[Information shown]
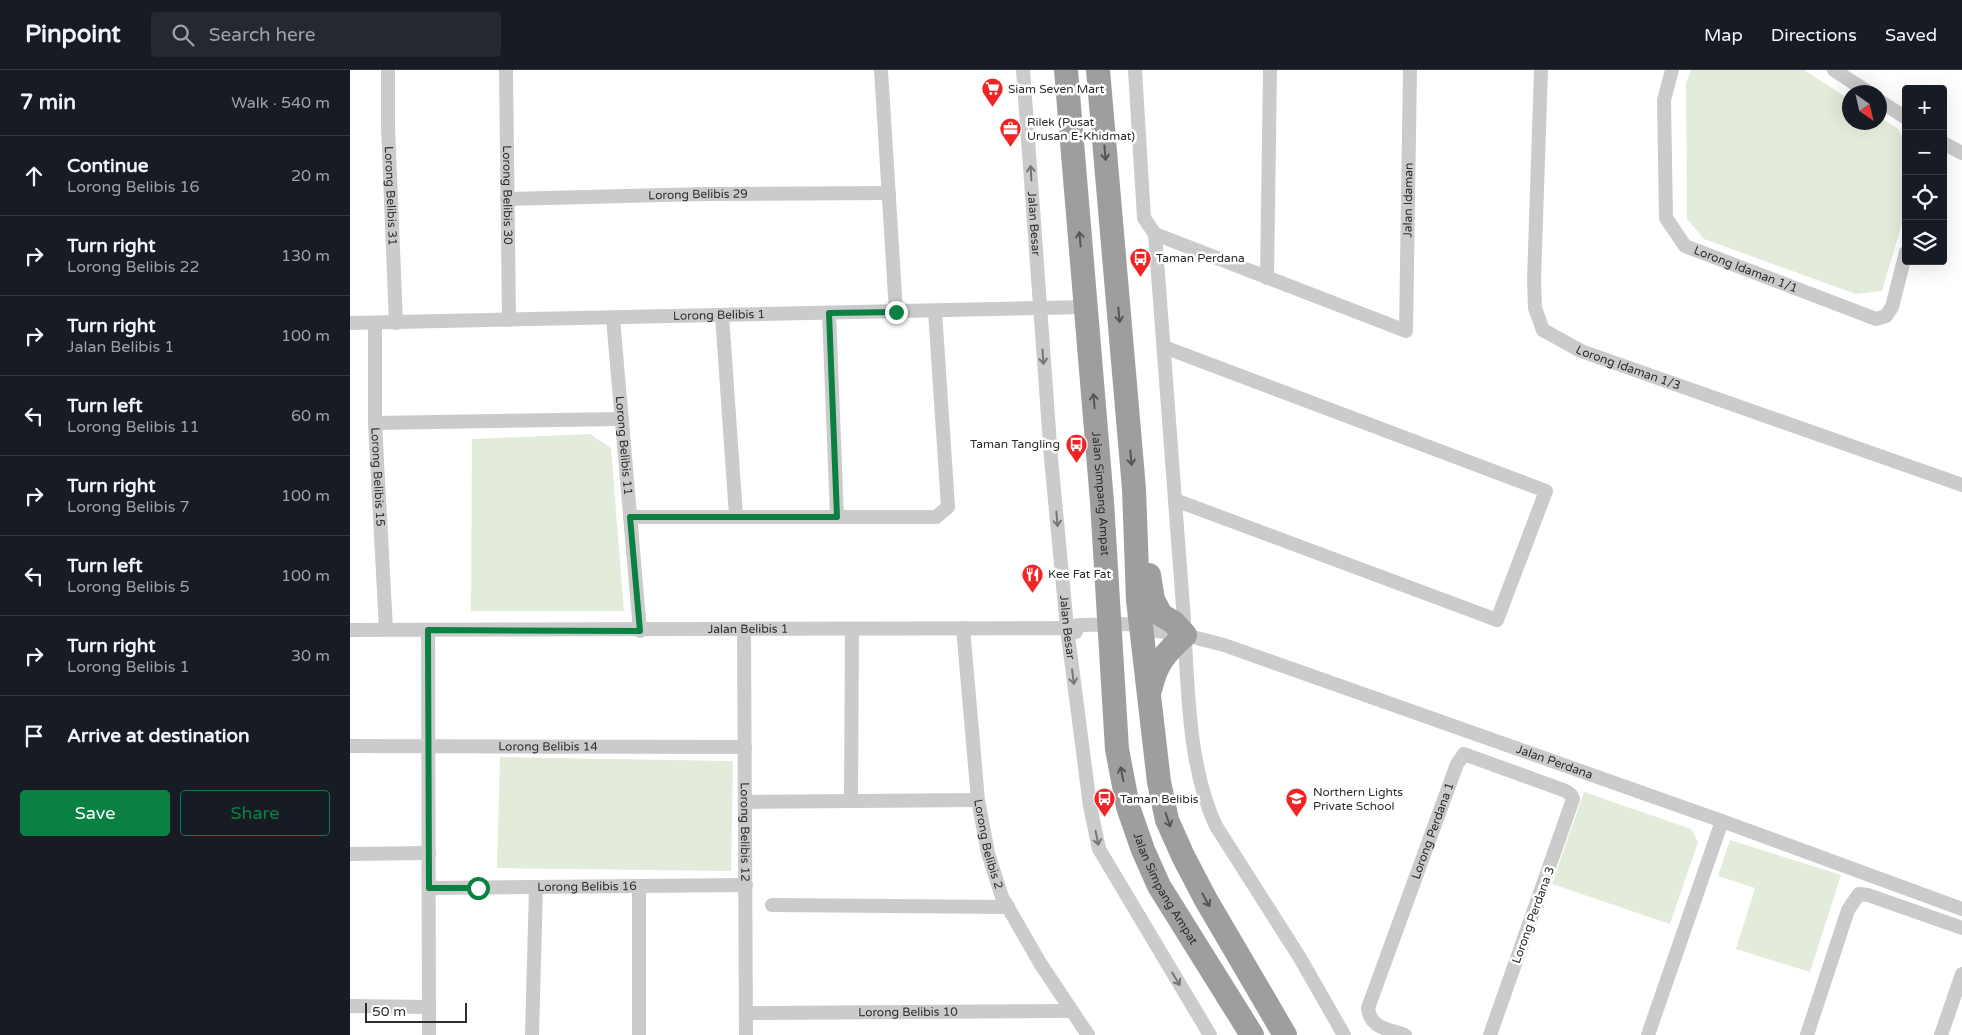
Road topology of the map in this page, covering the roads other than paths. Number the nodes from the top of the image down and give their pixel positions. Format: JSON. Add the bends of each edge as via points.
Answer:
{"nodes":[{"id":1,"x":388,"y":70,"type":"edge"},
{"id":2,"x":506,"y":70,"type":"edge"},
{"id":3,"x":881,"y":70,"type":"edge"},
{"id":4,"x":1023,"y":70,"type":"edge"},
{"id":5,"x":1066,"y":70,"type":"edge"},
{"id":6,"x":1098,"y":70,"type":"edge"},
{"id":7,"x":1135,"y":70,"type":"edge"},
{"id":8,"x":1270,"y":70,"type":"edge"},
{"id":9,"x":1410,"y":70,"type":"edge"},
{"id":10,"x":1541,"y":70,"type":"edge"},
{"id":11,"x":1672,"y":70,"type":"edge"},
{"id":12,"x":1834,"y":70,"type":"edge"},
{"id":13,"x":1857,"y":85,"type":"edge"},
{"id":14,"x":1887,"y":105,"type":"edge"},
{"id":15,"x":1902,"y":115,"type":"edge"},
{"id":16,"x":1947,"y":144,"type":"edge"},
{"id":17,"x":1962,"y":153,"type":"edge"},
{"id":18,"x":889,"y":193,"type":"junction"},
{"id":19,"x":507,"y":199,"type":"junction"},
{"id":20,"x":1155,"y":234,"type":"junction"},
{"id":21,"x":1903,"y":265,"type":"edge"},
{"id":22,"x":1267,"y":278,"type":"junction"},
{"id":23,"x":1039,"y":308,"type":"junction"},
{"id":24,"x":1086,"y":308,"type":"junction"},
{"id":25,"x":935,"y":311,"type":"junction"},
{"id":26,"x":896,"y":312,"type":"junction"},
{"id":27,"x":829,"y":313,"type":"junction"},
{"id":28,"x":722,"y":315,"type":"junction"},
{"id":29,"x":613,"y":318,"type":"junction"},
{"id":30,"x":509,"y":320,"type":"junction"},
{"id":31,"x":375,"y":323,"type":"junction"},
{"id":32,"x":396,"y":323,"type":"junction"},
{"id":33,"x":350,"y":324,"type":"edge"},
{"id":34,"x":1164,"y":347,"type":"junction"},
{"id":35,"x":622,"y":419,"type":"junction"},
{"id":36,"x":376,"y":423,"type":"junction"},
{"id":37,"x":1962,"y":485,"type":"edge"},
{"id":38,"x":1134,"y":490,"type":"junction"},
{"id":39,"x":1175,"y":500,"type":"junction"},
{"id":40,"x":736,"y":516,"type":"junction"},
{"id":41,"x":630,"y":517,"type":"junction"},
{"id":42,"x":837,"y":517,"type":"junction"},
{"id":43,"x":963,"y":628,"type":"junction"},
{"id":44,"x":1067,"y":628,"type":"junction"},
{"id":45,"x":386,"y":629,"type":"junction"},
{"id":46,"x":852,"y":629,"type":"junction"},
{"id":47,"x":1110,"y":629,"type":"junction"},
{"id":48,"x":1143,"y":629,"type":"junction"},
{"id":49,"x":350,"y":630,"type":"edge"},
{"id":50,"x":428,"y":630,"type":"junction"},
{"id":51,"x":744,"y":630,"type":"junction"},
{"id":52,"x":640,"y":631,"type":"junction"},
{"id":53,"x":1185,"y":635,"type":"junction"},
{"id":54,"x":1148,"y":696,"type":"junction"},
{"id":55,"x":350,"y":746,"type":"edge"},
{"id":56,"x":428,"y":746,"type":"junction"},
{"id":57,"x":745,"y":746,"type":"junction"},
{"id":58,"x":1572,"y":795,"type":"joint"},
{"id":59,"x":978,"y":800,"type":"junction"},
{"id":60,"x":851,"y":801,"type":"junction"},
{"id":61,"x":745,"y":802,"type":"junction"},
{"id":62,"x":1722,"y":821,"type":"junction"},
{"id":63,"x":429,"y":853,"type":"junction"},
{"id":64,"x":350,"y":854,"type":"edge"},
{"id":65,"x":746,"y":885,"type":"junction"},
{"id":66,"x":639,"y":886,"type":"junction"},
{"id":67,"x":536,"y":887,"type":"junction"},
{"id":68,"x":429,"y":888,"type":"junction"},
{"id":69,"x":772,"y":905,"type":"dead end"},
{"id":70,"x":1008,"y":906,"type":"junction"},
{"id":71,"x":1962,"y":909,"type":"edge"},
{"id":72,"x":1962,"y":928,"type":"edge"},
{"id":73,"x":1962,"y":974,"type":"edge"},
{"id":74,"x":350,"y":1006,"type":"edge"},
{"id":75,"x":429,"y":1007,"type":"junction"},
{"id":76,"x":1071,"y":1011,"type":"junction"},
{"id":77,"x":746,"y":1014,"type":"junction"},
{"id":78,"x":429,"y":1035,"type":"edge"},
{"id":79,"x":532,"y":1035,"type":"edge"},
{"id":80,"x":638,"y":1035,"type":"edge"},
{"id":81,"x":746,"y":1035,"type":"edge"},
{"id":82,"x":1088,"y":1035,"type":"edge"},
{"id":83,"x":1210,"y":1035,"type":"edge"},
{"id":84,"x":1252,"y":1035,"type":"edge"},
{"id":85,"x":1285,"y":1035,"type":"edge"},
{"id":86,"x":1344,"y":1035,"type":"edge"},
{"id":87,"x":1405,"y":1035,"type":"edge"},
{"id":88,"x":1490,"y":1035,"type":"edge"},
{"id":89,"x":1648,"y":1035,"type":"edge"},
{"id":90,"x":1807,"y":1035,"type":"edge"},
{"id":91,"x":1941,"y":1035,"type":"edge"}],
"edges":[{"from":1,"to":32,"type":"street","name":"Lorong Belibis 31"},
{"from":2,"to":19,"type":"street","name":"Lorong Belibis 30"},
{"from":3,"to":18,"type":"street"},
{"from":23,"to":4,"type":"street","name":"Jalan Besar","one_way":true},
{"from":24,"to":5,"type":"highway","name":"Jalan Simpang Ampat","one_way":true},
{"from":6,"to":38,"type":"highway","one_way":true},
{"from":7,"to":20,"type":"street","via":[[1144,218]]},
{"from":8,"to":22,"type":"street"},
{"from":9,"to":22,"type":"street","name":"Jalan Idaman","via":[[1406,331]]},
{"from":10,"to":37,"type":"street","name":"Lorong Idaman 1/3","via":[[1534,280],[1535,308],[1543,330],[1582,351]]},
{"from":11,"to":21,"type":"street","name":"Lorong Idaman 1/1","via":[[1664,100],[1666,218],[1685,246],[1876,319],[1886,316],[1892,307]]},
{"from":12,"to":13,"type":"street"},
{"from":14,"to":15,"type":"street"},
{"from":16,"to":17,"type":"street"},
{"from":18,"to":19,"type":"street","name":"Lorong Belibis 29"},
{"from":18,"to":26,"type":"street"},
{"from":19,"to":30,"type":"street","name":"Lorong Belibis 30"},
{"from":20,"to":22,"type":"street"},
{"from":20,"to":34,"type":"street"},
{"from":23,"to":24,"type":"street","name":"Lorong Belibis 1"},
{"from":23,"to":25,"type":"street","name":"Lorong Belibis 1"},
{"from":23,"to":44,"type":"street","name":"Jalan Besar","one_way":true},
{"from":47,"to":24,"type":"highway","name":"Jalan Simpang Ampat","one_way":true},
{"from":25,"to":26,"type":"street","name":"Lorong Belibis 1"},
{"from":25,"to":42,"type":"street","via":[[948,507],[936,517]]},
{"from":26,"to":27,"type":"street","name":"Lorong Belibis 1"},
{"from":27,"to":28,"type":"street","name":"Lorong Belibis 1"},
{"from":27,"to":42,"type":"street"},
{"from":28,"to":29,"type":"street","name":"Lorong Belibis 1"},
{"from":28,"to":40,"type":"street"},
{"from":29,"to":30,"type":"street","name":"Lorong Belibis 1"},
{"from":29,"to":35,"type":"street","name":"Lorong Belibis 11"},
{"from":30,"to":32,"type":"street","name":"Lorong Belibis 1"},
{"from":31,"to":32,"type":"street","name":"Lorong Belibis 1"},
{"from":31,"to":33,"type":"street","name":"Lorong Belibis 1"},
{"from":31,"to":36,"type":"street","name":"Lorong Belibis 15"},
{"from":34,"to":39,"type":"street"},
{"from":34,"to":39,"type":"street","via":[[1546,491],[1497,620]]},
{"from":35,"to":36,"type":"street"},
{"from":35,"to":41,"type":"street","name":"Lorong Belibis 11"},
{"from":36,"to":45,"type":"street","name":"Lorong Belibis 15"},
{"from":38,"to":48,"type":"highway","via":[[1138,600]]},
{"from":38,"to":53,"type":"highway","via":[[1153,600],[1161,615]]},
{"from":39,"to":53,"type":"street"},
{"from":40,"to":41,"type":"street"},
{"from":40,"to":42,"type":"street"},
{"from":41,"to":52,"type":"street","name":"Lorong Belibis 11"},
{"from":43,"to":44,"type":"street","name":"Jalan Belibis 1"},
{"from":43,"to":46,"type":"street","name":"Jalan Belibis 1"},
{"from":43,"to":59,"type":"street","name":"Lorong Belibis 2"},
{"from":44,"to":47,"type":"street","name":"Jalan Belibis 1","via":[[1079,633]]},
{"from":44,"to":83,"type":"street","name":"Jalan Besar","one_way":true,"via":[[1087,786],[1099,849]]},
{"from":45,"to":49,"type":"street","name":"Jalan Belibis 1"},
{"from":45,"to":50,"type":"street","name":"Jalan Belibis 1"},
{"from":46,"to":51,"type":"street","name":"Jalan Belibis 1"},
{"from":46,"to":60,"type":"street"},
{"from":47,"to":48,"type":"street","name":"Jalan Belibis 1","via":[[1133,633]]},
{"from":84,"to":47,"type":"highway","name":"Jalan Simpang Ampat","one_way":true,"via":[[1159,886],[1142,850],[1128,807],[1117,749]]},
{"from":48,"to":53,"type":"street","name":"Jalan Perdana"},
{"from":48,"to":54,"type":"highway"},
{"from":50,"to":52,"type":"street","name":"Jalan Belibis 1"},
{"from":50,"to":56,"type":"street"},
{"from":51,"to":52,"type":"street","name":"Jalan Belibis 1"},
{"from":51,"to":57,"type":"street","name":"Lorong Belibis 12"},
{"from":53,"to":54,"type":"highway","via":[[1156,667]]},
{"from":53,"to":62,"type":"street","name":"Jalan Perdana","via":[[1224,645]]},
{"from":53,"to":86,"type":"street","via":[[1195,758],[1206,805]]},
{"from":54,"to":85,"type":"highway","one_way":true,"via":[[1158,782],[1167,820],[1206,900]]},
{"from":55,"to":56,"type":"street","name":"Lorong Belibis 14"},
{"from":56,"to":57,"type":"street","name":"Lorong Belibis 14"},
{"from":56,"to":63,"type":"street"},
{"from":57,"to":61,"type":"street","name":"Lorong Belibis 12"},
{"from":58,"to":87,"type":"street","name":"Lorong Perdana 1","via":[[1464,754],[1460,758],[1368,1008],[1369,1018],[1376,1025]]},
{"from":58,"to":88,"type":"street","name":"Lorong Perdana 3","via":[[1571,806]]},
{"from":59,"to":60,"type":"street"},
{"from":59,"to":70,"type":"street","name":"Lorong Belibis 2","via":[[988,853]]},
{"from":60,"to":61,"type":"street"},
{"from":61,"to":65,"type":"street","name":"Lorong Belibis 12"},
{"from":62,"to":71,"type":"street","name":"Jalan Perdana"},
{"from":62,"to":89,"type":"street"},
{"from":63,"to":64,"type":"street"},
{"from":63,"to":68,"type":"street"},
{"from":65,"to":66,"type":"street","name":"Lorong Belibis 16"},
{"from":65,"to":77,"type":"street","name":"Lorong Belibis 12"},
{"from":66,"to":67,"type":"street","name":"Lorong Belibis 16"},
{"from":66,"to":80,"type":"street"},
{"from":67,"to":68,"type":"street","name":"Lorong Belibis 16"},
{"from":67,"to":79,"type":"street"},
{"from":68,"to":75,"type":"street"},
{"from":69,"to":70,"type":"street"},
{"from":70,"to":76,"type":"street","name":"Lorong Belibis 2"},
{"from":72,"to":90,"type":"street","via":[[1859,894],[1848,910]]},
{"from":73,"to":91,"type":"street"},
{"from":74,"to":75,"type":"street"},
{"from":75,"to":78,"type":"street"},
{"from":76,"to":77,"type":"street","name":"Lorong Belibis 10"},
{"from":76,"to":82,"type":"street","name":"Lorong Belibis 2"},
{"from":77,"to":81,"type":"street","name":"Lorong Belibis 12"}]}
[/Information shown]
● Work instructions
In the entries above, find each line with the word "nodes" and return it.

● Completed task
Road topology of the map in this page, covering the roads other than paths. Number the nodes from the top of the image down and give their pixel positions. Format: JSON. Add the bends of each edge as via points.
{"nodes":[{"id":1,"x":388,"y":70,"type":"edge"},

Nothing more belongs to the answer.